- **WORK ORDER**: Write out exactly the lines of the entries below from the one holding "ring mcp: (726, 297)" to the one holding "thumb ip: (578, 334)", inclusive, and leave out all other lines.

┌─ DATASET RECORDS

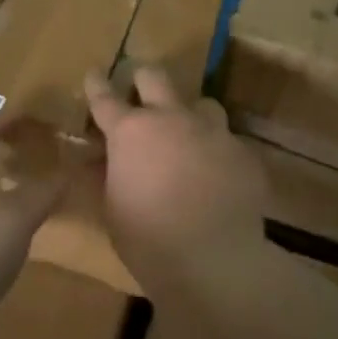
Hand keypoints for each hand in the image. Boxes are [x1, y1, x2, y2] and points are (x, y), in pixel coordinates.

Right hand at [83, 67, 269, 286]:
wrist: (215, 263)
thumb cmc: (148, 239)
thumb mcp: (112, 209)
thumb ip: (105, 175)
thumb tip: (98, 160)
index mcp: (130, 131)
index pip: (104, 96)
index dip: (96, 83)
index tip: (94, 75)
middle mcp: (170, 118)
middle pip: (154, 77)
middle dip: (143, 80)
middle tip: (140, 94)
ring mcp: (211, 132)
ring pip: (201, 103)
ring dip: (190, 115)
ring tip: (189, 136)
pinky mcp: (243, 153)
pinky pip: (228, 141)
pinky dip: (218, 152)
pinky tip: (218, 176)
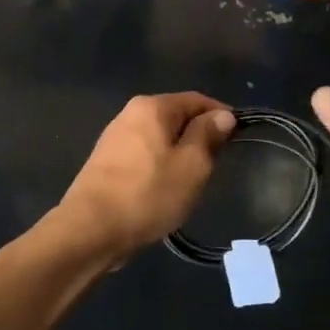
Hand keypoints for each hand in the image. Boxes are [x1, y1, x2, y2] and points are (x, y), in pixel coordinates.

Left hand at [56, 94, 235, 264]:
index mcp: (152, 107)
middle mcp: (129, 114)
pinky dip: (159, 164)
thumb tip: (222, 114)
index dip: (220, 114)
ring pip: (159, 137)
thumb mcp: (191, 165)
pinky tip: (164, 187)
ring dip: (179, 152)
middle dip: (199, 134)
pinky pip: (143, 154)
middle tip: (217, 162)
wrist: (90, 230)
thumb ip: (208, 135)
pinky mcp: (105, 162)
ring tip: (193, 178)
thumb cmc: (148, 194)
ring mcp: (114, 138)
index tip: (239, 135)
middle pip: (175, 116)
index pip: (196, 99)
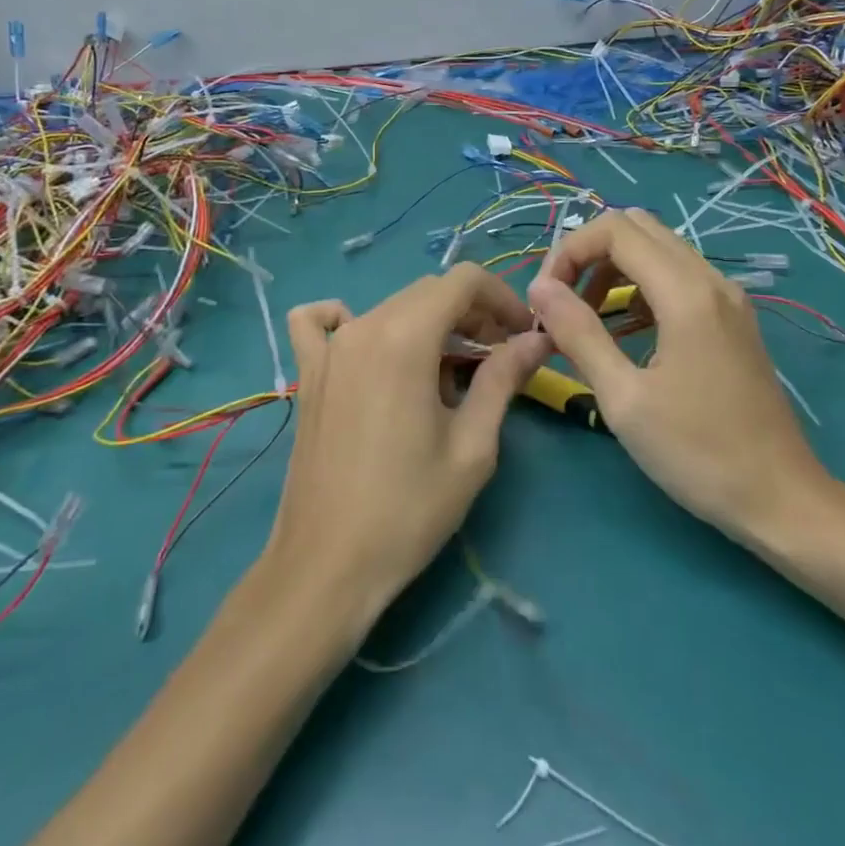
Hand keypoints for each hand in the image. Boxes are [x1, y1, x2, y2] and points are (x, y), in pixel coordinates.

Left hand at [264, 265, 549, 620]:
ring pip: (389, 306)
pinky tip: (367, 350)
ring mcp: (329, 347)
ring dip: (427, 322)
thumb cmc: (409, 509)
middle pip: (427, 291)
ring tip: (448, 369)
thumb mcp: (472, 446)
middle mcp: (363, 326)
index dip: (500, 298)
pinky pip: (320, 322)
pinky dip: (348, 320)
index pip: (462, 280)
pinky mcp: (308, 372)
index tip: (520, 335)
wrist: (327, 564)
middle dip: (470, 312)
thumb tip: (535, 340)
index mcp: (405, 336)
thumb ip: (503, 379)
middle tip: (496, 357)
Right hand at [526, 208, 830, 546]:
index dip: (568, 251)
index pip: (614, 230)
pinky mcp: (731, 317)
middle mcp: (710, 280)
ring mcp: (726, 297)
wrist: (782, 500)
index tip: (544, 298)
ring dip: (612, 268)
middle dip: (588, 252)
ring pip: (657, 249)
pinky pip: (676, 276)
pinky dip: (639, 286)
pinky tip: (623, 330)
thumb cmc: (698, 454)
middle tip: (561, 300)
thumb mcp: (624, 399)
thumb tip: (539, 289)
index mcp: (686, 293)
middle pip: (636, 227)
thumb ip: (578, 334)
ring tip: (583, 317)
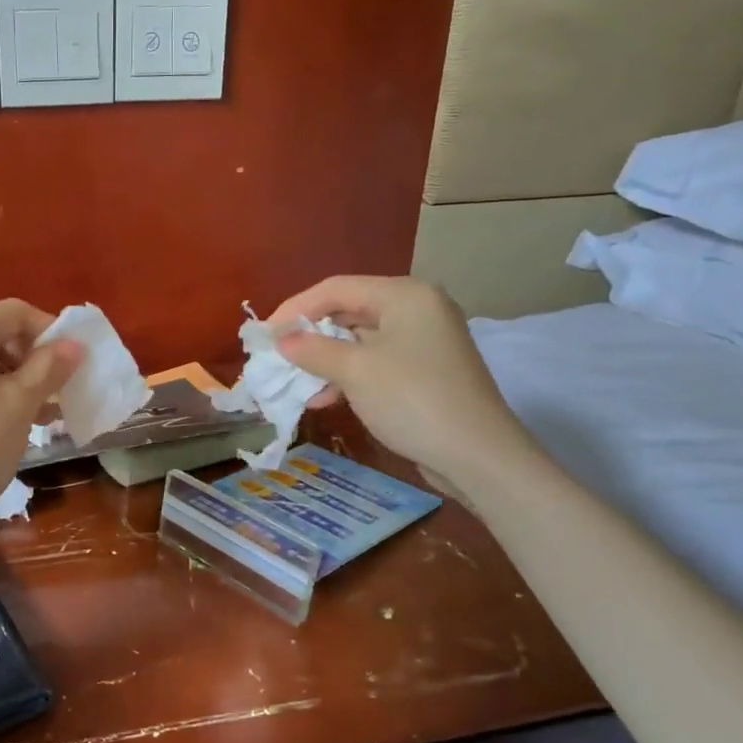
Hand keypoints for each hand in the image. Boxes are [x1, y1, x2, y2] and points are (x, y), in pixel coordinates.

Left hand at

└─
┌─ DATASET RECORDS

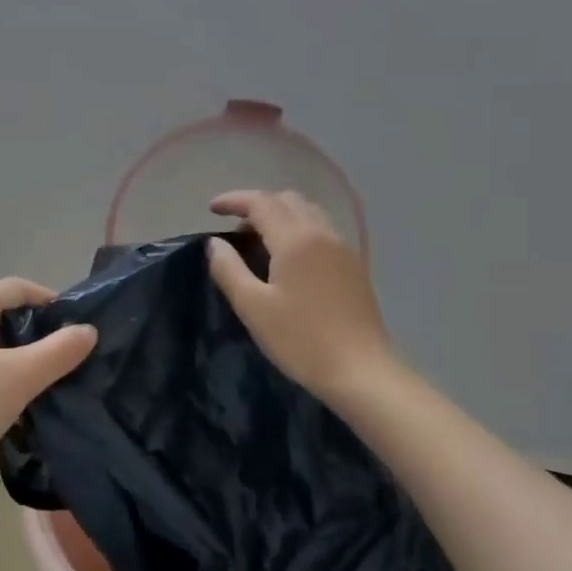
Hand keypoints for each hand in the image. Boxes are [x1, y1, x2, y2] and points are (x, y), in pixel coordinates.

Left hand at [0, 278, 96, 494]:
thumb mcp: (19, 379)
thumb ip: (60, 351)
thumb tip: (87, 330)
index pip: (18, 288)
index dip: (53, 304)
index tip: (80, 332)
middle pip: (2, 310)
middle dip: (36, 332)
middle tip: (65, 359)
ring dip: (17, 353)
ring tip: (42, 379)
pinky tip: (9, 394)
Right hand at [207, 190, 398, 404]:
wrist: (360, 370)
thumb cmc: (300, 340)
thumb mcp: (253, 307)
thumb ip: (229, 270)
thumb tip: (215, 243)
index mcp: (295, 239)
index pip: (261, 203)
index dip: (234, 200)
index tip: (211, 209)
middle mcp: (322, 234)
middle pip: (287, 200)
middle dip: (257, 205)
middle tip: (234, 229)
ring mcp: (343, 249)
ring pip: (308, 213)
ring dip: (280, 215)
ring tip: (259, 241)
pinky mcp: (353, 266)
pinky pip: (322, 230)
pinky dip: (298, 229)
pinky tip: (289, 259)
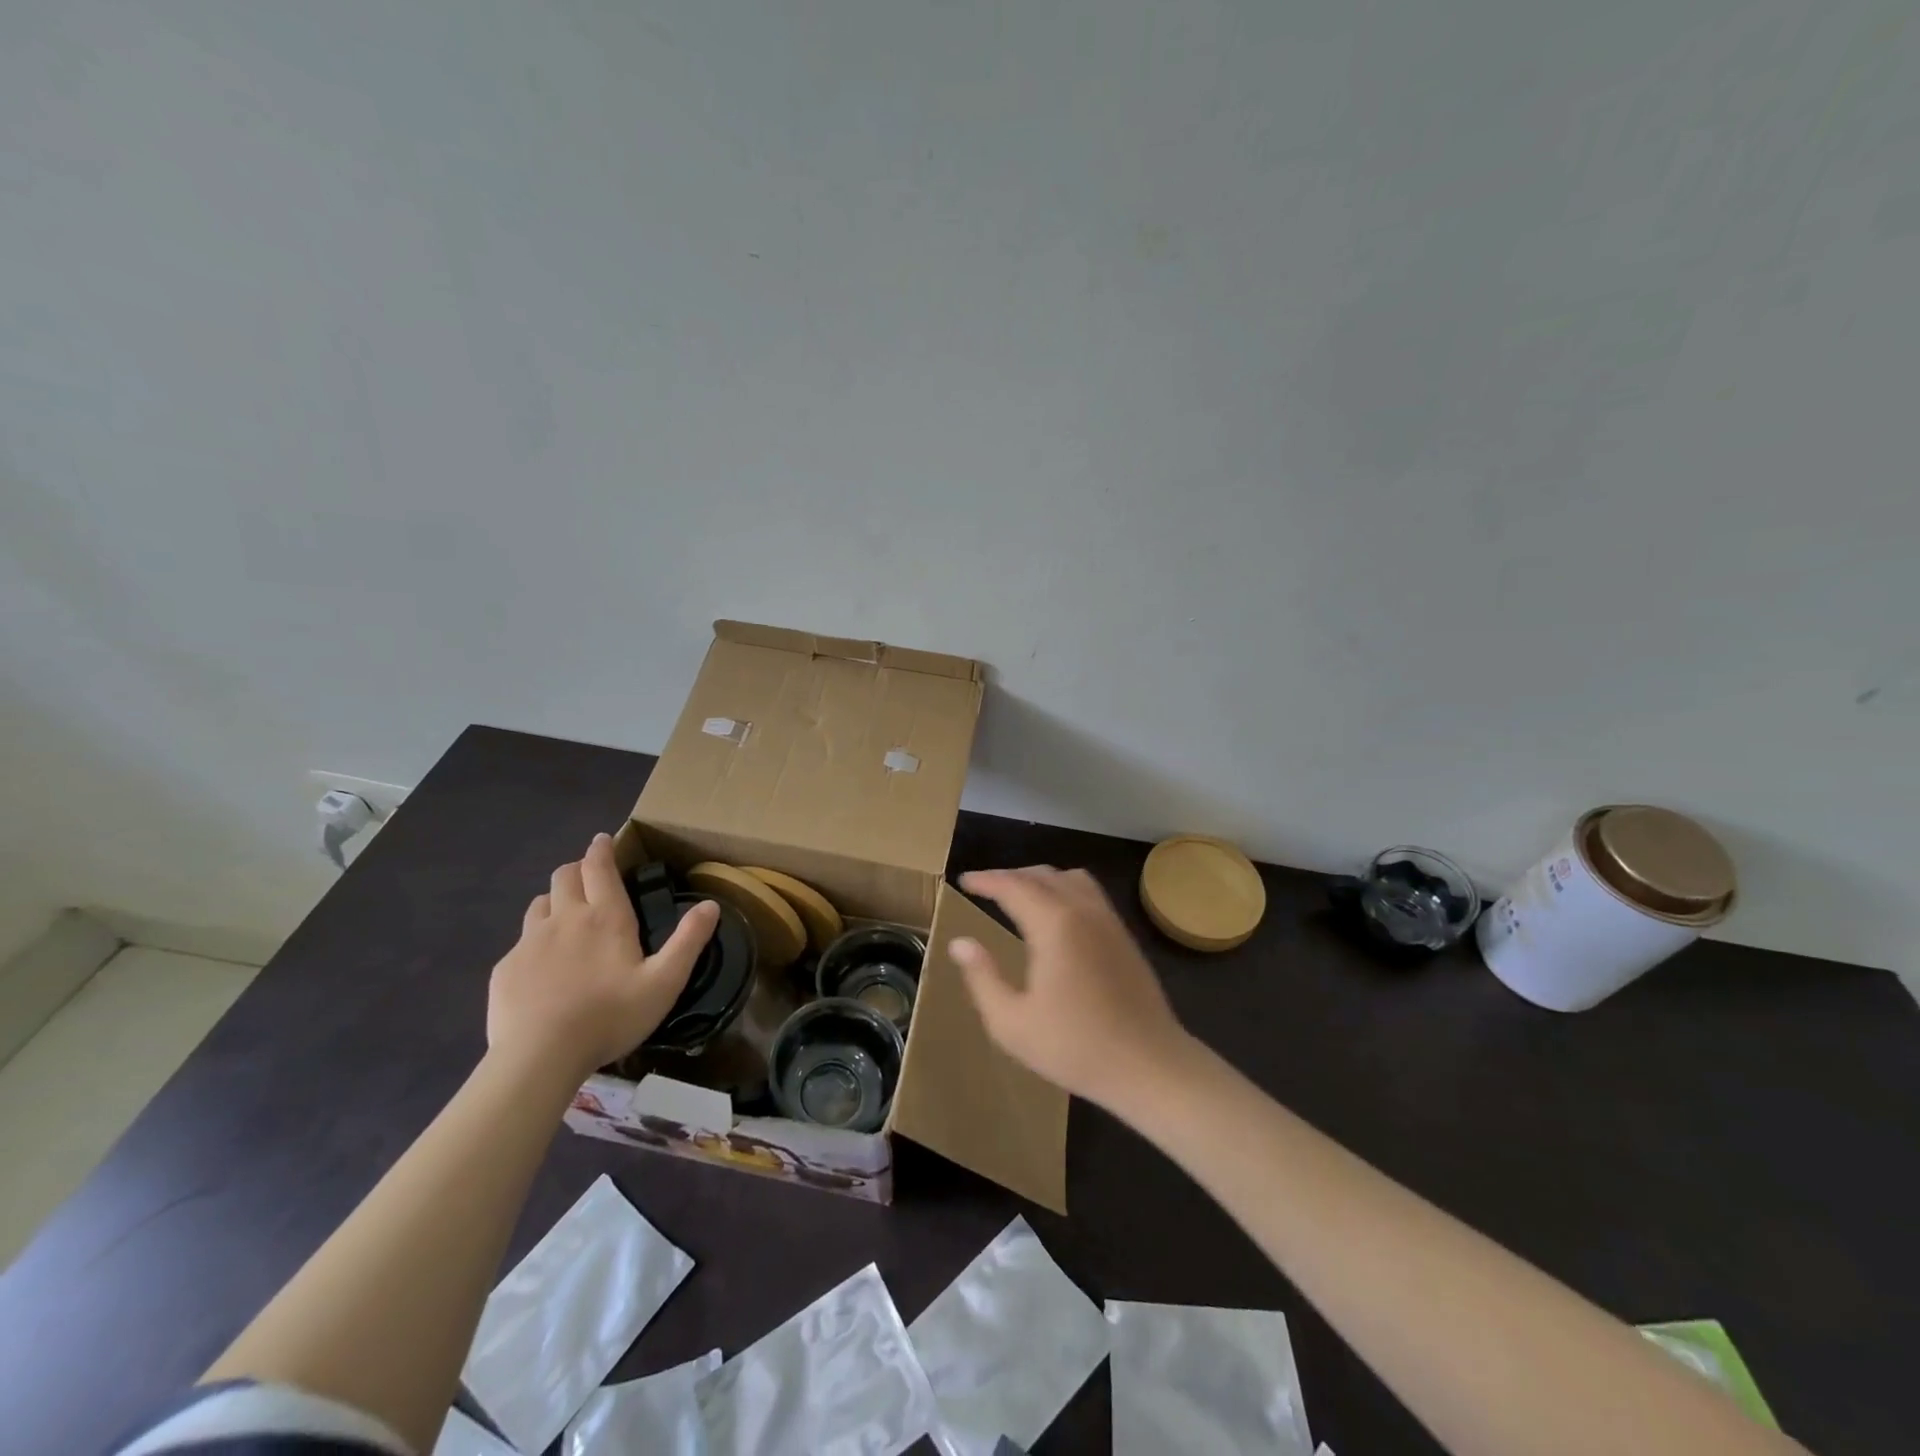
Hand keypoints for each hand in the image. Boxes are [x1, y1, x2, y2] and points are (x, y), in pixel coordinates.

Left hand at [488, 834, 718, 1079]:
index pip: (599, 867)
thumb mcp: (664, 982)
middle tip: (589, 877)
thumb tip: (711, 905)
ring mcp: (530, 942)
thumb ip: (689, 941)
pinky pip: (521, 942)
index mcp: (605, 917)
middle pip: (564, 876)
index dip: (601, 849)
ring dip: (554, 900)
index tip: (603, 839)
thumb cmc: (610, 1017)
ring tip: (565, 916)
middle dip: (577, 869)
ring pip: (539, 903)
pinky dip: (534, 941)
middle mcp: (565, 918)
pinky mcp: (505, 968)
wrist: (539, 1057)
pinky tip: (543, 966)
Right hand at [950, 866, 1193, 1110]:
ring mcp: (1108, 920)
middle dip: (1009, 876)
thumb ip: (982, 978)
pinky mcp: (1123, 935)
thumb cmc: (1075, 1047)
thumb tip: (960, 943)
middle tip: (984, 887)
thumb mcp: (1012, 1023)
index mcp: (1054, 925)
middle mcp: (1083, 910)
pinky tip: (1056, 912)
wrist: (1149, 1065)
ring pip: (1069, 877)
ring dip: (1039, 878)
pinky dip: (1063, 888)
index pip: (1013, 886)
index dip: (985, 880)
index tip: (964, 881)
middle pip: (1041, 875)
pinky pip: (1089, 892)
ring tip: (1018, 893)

└─

- **TASK RESULT**:
ring mcp: (726, 297)
wrist: (782, 500)
index tip: (544, 298)
ring dip: (612, 268)
middle dip: (588, 252)
ring pip: (657, 249)
pinky pip: (676, 276)
pinky dip: (639, 286)
pinky tip: (623, 330)
thumb cmc: (698, 454)
middle tip: (561, 300)
thumb mcp: (624, 399)
thumb tip: (539, 289)
index mcp: (686, 293)
middle pip: (636, 227)
thumb ip: (578, 334)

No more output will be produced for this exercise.